__DATA EXTRACT__.
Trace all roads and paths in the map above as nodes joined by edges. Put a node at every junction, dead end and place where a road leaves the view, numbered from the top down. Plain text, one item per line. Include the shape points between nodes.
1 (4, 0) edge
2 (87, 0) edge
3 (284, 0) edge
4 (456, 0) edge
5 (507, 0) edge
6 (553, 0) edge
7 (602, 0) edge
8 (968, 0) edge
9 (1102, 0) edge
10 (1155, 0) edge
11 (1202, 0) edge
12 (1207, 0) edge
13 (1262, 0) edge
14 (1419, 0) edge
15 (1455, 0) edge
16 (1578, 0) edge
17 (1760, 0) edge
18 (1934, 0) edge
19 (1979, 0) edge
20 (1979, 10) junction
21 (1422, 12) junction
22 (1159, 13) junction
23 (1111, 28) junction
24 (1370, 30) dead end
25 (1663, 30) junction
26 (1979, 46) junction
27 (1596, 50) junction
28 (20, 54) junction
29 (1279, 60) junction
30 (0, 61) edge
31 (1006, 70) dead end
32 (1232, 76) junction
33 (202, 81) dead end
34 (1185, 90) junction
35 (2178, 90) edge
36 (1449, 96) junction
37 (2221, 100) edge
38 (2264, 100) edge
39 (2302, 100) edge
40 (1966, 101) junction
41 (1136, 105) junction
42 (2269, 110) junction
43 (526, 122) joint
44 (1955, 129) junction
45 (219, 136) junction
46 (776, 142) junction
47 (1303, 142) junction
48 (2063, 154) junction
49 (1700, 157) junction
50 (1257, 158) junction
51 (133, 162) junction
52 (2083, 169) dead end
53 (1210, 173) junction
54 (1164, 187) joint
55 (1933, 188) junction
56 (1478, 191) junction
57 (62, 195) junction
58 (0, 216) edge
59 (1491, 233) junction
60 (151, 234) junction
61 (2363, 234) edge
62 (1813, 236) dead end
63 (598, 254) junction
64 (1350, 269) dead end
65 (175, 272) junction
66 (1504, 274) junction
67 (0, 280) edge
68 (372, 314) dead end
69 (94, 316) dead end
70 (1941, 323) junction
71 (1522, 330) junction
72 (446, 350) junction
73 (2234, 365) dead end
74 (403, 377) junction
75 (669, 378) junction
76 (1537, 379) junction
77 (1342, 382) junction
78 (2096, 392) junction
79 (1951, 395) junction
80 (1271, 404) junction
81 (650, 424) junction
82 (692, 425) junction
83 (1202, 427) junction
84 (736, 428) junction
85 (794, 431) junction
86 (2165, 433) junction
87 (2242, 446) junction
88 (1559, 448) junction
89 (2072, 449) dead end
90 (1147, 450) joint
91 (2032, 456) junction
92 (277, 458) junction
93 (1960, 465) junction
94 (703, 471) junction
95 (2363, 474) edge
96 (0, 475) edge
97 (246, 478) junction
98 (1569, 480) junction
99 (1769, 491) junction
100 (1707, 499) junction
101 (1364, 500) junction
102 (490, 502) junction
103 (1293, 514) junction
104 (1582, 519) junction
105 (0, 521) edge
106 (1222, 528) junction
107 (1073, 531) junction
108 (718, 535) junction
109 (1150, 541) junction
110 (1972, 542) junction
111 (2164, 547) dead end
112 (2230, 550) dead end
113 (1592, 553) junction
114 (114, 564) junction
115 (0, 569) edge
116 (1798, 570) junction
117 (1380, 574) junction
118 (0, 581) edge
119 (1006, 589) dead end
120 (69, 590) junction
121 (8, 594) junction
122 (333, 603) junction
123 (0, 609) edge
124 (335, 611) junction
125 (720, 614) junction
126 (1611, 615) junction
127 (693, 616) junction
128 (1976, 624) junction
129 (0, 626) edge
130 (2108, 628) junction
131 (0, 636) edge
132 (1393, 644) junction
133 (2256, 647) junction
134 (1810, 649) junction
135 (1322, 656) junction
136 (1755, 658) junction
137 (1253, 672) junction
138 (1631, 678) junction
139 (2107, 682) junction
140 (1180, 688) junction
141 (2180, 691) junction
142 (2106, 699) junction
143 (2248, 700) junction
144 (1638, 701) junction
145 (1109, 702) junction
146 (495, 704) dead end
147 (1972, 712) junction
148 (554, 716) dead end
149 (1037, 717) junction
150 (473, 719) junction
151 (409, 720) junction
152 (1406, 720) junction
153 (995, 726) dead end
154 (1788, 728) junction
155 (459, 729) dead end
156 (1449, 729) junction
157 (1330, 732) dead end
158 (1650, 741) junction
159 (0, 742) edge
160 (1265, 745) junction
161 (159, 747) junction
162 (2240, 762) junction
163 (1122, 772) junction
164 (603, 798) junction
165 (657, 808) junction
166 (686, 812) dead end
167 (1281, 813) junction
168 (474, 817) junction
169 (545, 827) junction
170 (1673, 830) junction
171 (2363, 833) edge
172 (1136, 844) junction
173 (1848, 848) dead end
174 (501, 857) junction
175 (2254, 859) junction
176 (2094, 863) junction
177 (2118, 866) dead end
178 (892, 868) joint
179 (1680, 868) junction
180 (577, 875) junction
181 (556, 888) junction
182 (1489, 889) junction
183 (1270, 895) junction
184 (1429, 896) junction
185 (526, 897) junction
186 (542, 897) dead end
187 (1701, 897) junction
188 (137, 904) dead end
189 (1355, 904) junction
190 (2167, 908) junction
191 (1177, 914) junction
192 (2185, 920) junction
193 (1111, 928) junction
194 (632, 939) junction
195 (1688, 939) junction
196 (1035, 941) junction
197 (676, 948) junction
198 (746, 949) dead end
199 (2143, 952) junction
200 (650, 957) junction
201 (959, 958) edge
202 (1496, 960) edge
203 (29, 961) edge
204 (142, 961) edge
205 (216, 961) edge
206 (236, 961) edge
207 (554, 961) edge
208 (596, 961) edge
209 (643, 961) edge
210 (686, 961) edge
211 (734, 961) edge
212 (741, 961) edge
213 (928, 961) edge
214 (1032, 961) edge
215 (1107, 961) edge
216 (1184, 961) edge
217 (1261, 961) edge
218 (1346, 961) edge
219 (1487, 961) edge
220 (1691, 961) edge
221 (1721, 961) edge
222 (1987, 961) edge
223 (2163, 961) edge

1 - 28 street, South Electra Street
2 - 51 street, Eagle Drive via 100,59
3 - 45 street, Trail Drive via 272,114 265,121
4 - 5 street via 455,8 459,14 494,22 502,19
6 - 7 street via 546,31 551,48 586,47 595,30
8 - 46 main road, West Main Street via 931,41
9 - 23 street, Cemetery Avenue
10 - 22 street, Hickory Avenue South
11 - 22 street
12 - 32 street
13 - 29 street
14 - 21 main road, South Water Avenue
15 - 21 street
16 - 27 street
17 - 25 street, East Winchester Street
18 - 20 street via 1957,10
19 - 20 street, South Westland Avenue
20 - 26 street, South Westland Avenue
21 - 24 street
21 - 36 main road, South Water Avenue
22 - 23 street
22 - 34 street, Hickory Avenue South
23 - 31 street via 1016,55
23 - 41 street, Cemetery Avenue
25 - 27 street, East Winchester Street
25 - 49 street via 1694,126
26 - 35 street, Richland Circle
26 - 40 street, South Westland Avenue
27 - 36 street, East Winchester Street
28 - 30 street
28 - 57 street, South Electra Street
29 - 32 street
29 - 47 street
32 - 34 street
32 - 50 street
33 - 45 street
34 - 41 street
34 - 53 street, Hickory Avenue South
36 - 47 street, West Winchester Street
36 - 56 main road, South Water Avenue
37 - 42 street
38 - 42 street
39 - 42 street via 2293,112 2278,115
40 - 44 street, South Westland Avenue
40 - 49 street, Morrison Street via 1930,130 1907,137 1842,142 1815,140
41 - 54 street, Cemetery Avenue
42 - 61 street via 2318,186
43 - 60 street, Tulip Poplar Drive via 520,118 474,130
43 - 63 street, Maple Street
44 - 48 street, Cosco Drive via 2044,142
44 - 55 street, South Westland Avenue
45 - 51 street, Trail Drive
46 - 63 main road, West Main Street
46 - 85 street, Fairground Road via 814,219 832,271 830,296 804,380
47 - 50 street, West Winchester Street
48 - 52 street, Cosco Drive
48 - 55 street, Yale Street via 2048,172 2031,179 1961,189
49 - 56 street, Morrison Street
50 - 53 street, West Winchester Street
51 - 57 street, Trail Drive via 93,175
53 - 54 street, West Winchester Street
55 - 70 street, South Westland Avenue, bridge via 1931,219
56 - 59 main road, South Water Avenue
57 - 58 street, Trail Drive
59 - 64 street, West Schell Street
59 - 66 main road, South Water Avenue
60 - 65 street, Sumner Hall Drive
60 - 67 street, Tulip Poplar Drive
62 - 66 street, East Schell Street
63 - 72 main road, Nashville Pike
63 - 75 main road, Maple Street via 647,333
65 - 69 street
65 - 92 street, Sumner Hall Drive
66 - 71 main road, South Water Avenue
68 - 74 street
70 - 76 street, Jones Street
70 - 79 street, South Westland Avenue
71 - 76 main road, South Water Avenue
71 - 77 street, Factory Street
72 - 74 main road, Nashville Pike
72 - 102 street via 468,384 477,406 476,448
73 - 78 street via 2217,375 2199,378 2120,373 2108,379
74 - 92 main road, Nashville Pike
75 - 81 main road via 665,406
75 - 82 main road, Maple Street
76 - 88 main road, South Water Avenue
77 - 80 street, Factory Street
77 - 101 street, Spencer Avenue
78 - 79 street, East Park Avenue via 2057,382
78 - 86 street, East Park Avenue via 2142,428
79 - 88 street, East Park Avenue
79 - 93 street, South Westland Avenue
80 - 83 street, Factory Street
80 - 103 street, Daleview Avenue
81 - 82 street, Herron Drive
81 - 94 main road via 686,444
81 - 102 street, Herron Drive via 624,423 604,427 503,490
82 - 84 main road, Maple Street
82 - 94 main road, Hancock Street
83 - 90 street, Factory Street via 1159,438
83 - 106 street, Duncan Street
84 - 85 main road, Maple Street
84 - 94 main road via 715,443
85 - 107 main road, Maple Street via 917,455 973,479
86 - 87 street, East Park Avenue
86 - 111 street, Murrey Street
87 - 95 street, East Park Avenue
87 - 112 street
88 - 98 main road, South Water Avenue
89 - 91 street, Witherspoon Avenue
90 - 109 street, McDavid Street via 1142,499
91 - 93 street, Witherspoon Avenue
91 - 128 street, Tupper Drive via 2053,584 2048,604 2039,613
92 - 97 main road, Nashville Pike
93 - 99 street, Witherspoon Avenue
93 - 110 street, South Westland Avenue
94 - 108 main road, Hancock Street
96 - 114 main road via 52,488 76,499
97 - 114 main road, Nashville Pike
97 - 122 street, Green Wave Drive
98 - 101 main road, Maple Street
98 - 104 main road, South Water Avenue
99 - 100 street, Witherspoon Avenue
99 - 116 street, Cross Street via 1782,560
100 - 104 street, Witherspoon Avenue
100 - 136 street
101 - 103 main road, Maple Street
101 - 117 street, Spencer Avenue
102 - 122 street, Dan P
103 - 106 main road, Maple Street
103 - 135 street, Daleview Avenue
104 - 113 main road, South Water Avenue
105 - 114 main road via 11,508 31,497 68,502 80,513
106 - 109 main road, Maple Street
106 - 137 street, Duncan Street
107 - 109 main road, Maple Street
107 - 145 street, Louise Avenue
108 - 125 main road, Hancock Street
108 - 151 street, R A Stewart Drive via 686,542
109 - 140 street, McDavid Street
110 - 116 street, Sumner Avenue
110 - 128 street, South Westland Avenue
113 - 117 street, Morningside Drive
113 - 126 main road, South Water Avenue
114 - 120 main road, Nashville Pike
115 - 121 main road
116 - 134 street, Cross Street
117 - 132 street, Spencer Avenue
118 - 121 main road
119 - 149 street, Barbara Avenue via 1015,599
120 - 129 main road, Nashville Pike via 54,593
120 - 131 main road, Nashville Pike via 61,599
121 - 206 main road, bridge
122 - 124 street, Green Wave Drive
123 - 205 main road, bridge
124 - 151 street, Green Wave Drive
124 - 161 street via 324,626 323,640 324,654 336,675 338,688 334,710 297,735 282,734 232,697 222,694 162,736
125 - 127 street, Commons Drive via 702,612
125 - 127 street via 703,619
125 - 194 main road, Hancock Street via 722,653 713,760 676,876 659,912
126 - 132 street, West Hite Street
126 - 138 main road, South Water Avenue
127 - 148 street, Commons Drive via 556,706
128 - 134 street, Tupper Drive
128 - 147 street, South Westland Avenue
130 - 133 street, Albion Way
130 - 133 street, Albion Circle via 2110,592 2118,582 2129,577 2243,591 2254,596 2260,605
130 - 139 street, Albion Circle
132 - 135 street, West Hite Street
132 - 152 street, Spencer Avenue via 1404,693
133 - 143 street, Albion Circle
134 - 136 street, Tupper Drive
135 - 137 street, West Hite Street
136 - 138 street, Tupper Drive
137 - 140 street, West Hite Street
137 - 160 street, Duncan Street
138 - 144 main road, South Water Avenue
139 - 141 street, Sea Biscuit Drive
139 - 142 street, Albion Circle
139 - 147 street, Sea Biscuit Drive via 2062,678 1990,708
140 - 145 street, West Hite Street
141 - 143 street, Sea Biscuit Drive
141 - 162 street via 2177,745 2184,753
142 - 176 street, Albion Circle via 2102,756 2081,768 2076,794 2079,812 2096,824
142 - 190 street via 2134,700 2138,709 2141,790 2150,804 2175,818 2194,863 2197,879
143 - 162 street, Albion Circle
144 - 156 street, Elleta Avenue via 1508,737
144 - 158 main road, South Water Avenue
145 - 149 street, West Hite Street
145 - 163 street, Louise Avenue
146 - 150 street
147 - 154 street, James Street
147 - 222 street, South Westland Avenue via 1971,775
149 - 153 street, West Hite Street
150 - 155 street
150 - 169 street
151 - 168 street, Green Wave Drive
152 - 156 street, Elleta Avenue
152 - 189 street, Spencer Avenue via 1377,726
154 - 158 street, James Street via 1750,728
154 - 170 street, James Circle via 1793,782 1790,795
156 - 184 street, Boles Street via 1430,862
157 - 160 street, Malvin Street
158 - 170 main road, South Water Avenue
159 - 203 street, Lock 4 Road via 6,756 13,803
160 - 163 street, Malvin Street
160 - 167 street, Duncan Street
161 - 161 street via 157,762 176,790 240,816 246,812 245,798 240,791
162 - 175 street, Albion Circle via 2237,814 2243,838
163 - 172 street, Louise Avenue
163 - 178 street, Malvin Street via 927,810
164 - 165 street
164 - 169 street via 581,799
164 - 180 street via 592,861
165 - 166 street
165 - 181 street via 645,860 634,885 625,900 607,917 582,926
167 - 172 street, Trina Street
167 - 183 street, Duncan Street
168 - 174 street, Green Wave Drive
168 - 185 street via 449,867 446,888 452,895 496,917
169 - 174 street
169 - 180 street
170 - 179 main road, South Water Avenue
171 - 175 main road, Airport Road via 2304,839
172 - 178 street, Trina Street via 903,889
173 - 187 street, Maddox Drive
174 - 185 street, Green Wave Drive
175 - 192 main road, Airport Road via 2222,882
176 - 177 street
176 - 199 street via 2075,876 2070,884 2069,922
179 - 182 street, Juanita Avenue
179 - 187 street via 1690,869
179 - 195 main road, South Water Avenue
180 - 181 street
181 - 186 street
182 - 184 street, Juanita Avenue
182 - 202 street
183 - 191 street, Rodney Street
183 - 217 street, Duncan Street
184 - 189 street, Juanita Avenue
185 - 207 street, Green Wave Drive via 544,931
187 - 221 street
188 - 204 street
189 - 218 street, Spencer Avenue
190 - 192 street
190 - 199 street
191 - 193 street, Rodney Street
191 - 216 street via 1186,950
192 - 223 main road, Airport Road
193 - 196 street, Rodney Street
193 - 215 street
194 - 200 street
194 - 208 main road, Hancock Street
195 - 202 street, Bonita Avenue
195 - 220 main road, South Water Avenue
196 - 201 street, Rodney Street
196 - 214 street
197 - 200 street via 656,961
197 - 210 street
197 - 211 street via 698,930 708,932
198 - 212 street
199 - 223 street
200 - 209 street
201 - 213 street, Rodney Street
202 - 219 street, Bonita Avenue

__WHAT TO DO__. Every line in the listing that holds the string "Schell" should be copied out.

__OUTPUT FOR THIS TASK__.
59 - 64 street, West Schell Street
62 - 66 street, East Schell Street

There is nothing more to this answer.